A clear idea of authorship may help in the questions raised in some works, such as the question of the author’s sexuality, raised most notably in Sonnet 18 and Sonnet 20. Both sonnets suggest a male attraction by the speaker; knowing the poet’s true identity may help in understanding intent. Also, it is nice to think that a glover’s son from Stratford-upon-Avon may have penned such an extensive, skilful body of work, possessing such an ability and obtaining the platform and means to present his work, after coming from a rather low beginning.
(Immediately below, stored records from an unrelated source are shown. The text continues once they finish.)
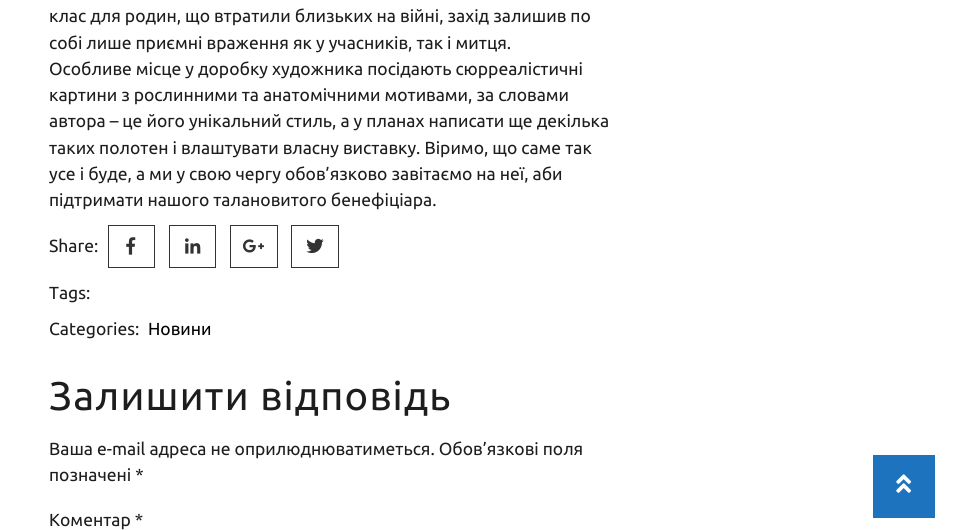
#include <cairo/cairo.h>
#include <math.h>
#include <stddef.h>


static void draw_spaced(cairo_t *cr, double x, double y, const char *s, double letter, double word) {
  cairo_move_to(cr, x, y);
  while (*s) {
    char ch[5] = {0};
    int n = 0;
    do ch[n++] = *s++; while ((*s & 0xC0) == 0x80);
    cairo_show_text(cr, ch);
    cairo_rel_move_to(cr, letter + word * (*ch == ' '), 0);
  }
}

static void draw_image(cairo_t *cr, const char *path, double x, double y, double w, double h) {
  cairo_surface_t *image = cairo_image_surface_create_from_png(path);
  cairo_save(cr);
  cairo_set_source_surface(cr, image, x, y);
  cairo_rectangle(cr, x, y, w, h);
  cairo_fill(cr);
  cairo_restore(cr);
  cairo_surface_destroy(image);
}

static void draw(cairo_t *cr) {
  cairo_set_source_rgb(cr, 1, 1, 1);
  cairo_paint(cr);
  cairo_rectangle(cr, 108.5, 225.5, 46, 42);
  cairo_set_source_rgb(cr, 51 / 255.0, 51 / 255.0, 51 / 255.0);
  cairo_set_line_width(cr, 1);
  cairo_stroke(cr);
  draw_image(cr, "images/1.png", 126, 237, 10, 18);
  cairo_rectangle(cr, 169.5, 225.5, 46, 42);
  cairo_stroke(cr);
  draw_image(cr, "images/2.png", 185, 238, 16, 16);
  cairo_rectangle(cr, 230.5, 225.5, 47, 42);
  cairo_stroke(cr);
  draw_image(cr, "images/3.png", 243, 239, 21, 14);
  cairo_rectangle(cr, 291.5, 225.5, 47, 42);
  cairo_stroke(cr);
  draw_image(cr, "images/4.png", 306, 238, 18, 16);
  cairo_set_source_rgb(cr, 30 / 255.0, 115 / 255.0, 190 / 255.0);
  cairo_rectangle(cr, 873, 455, 62, 63);
  cairo_fill(cr);
  draw_image(cr, "images/5.png", 896, 474, 16, 19);
  cairo_select_font_face(cr, "Ubuntu", CAIRO_FONT_SLANT_NORMAL, CAIRO_FONT_WEIGHT_NORMAL);
  cairo_set_font_size(cr, 17.5);
  cairo_set_source_rgb(cr, 30 / 255.0, 29 / 255.0, 28 / 255.0);
  cairo_move_to(cr, 49, 22);
  cairo_show_text(cr, "клас для родин, що втратили близьких на війні, захід залишив по");
  cairo_move_to(cr, 49, 49);
  cairo_show_text(cr, "собі лише приємні враження як у учасників, так і митця.");
  cairo_move_to(cr, 49, 75);
  cairo_show_text(cr, "Особливе місце у доробку художника посідають сюрреалістичні");
  cairo_move_to(cr, 49, 101);
  cairo_show_text(cr, "картини з рослинними та анатомічними мотивами, за словами");
  cairo_move_to(cr, 49, 127);
  cairo_show_text(cr, "автора – це його унікальний стиль, а у планах написати ще декілька");
  cairo_move_to(cr, 49, 154);
  cairo_show_text(cr, "таких полотен і влаштувати власну виставку. Віримо, що саме так");
  cairo_move_to(cr, 49, 180);
  cairo_show_text(cr, "усе і буде, а ми у свою чергу обов’язково завітаємо на неї, аби");
  cairo_move_to(cr, 49, 206);
  cairo_show_text(cr, "підтримати нашого талановитого бенефіціара.");
  cairo_move_to(cr, 49, 252);
  cairo_show_text(cr, "Share:");
  cairo_move_to(cr, 49, 299);
  cairo_show_text(cr, "Tags:");
  cairo_move_to(cr, 49, 335);
  cairo_show_text(cr, "Categories:");
  cairo_set_source_rgb(cr, 0, 0, 0);
  cairo_move_to(cr, 148, 335);
  cairo_show_text(cr, "Новини");
  cairo_set_font_size(cr, 40);
  cairo_set_source_rgb(cr, 30 / 255.0, 29 / 255.0, 28 / 255.0);
  draw_spaced(cr, 49, 410, "Залишити відповідь", 1.25, 0);
  cairo_set_font_size(cr, 17.5);
  cairo_move_to(cr, 49, 455);
  cairo_show_text(cr, "Ваша e-mail адреса не оприлюднюватиметься. Обов’язкові поля");
  cairo_move_to(cr, 49, 481);
  cairo_show_text(cr, "позначені *");
  cairo_move_to(cr, 49, 526);
  cairo_show_text(cr, "Коментар *");
}

int main(void) {
  cairo_surface_t *surface = cairo_image_surface_create(CAIRO_FORMAT_RGB24, 959, 530);
  cairo_t *cr = cairo_create(surface);
  cairo_font_options_t *options = cairo_font_options_create();
  cairo_font_options_set_hint_metrics(options, CAIRO_HINT_METRICS_OFF);
  cairo_font_options_set_hint_style(options, CAIRO_HINT_STYLE_NONE);
  cairo_set_font_options(cr, options);
  cairo_set_miter_limit(cr, 4);
  draw(cr);
  cairo_surface_write_to_png(surface, "out.png");
  cairo_font_options_destroy(options);
  cairo_destroy(cr);
  cairo_surface_destroy(surface);
  return 0;
}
By questioning that the author of Shakespeare’s works was not the man we believe it to be, questions may also be asked about the authorship of other pieces of Renaissance literature, as well as the creators of art and music. Who else in the period was writing under a pseudonym or using an actor to hide their identity? This is particularly important when considering gender. There is a huge lack of women as creators of art in the Renaissance period because of limitations placed on them. Therefore, it is likely that women were writing under pseudonyms. Perhaps some of the key writers, artists, and musicians we continue to celebrate today were women, hiding their identities in order to be allowed to simply create art and have it appreciated and recognised.
The Oxford theory is noteworthy in the Shakespeare debate, especially in light of this new evidence that Waugh has discovered. Its implications of authorial intent and gender are worth considering, however the true answer to the authorship of Shakespeare’s works will always remain a mystery.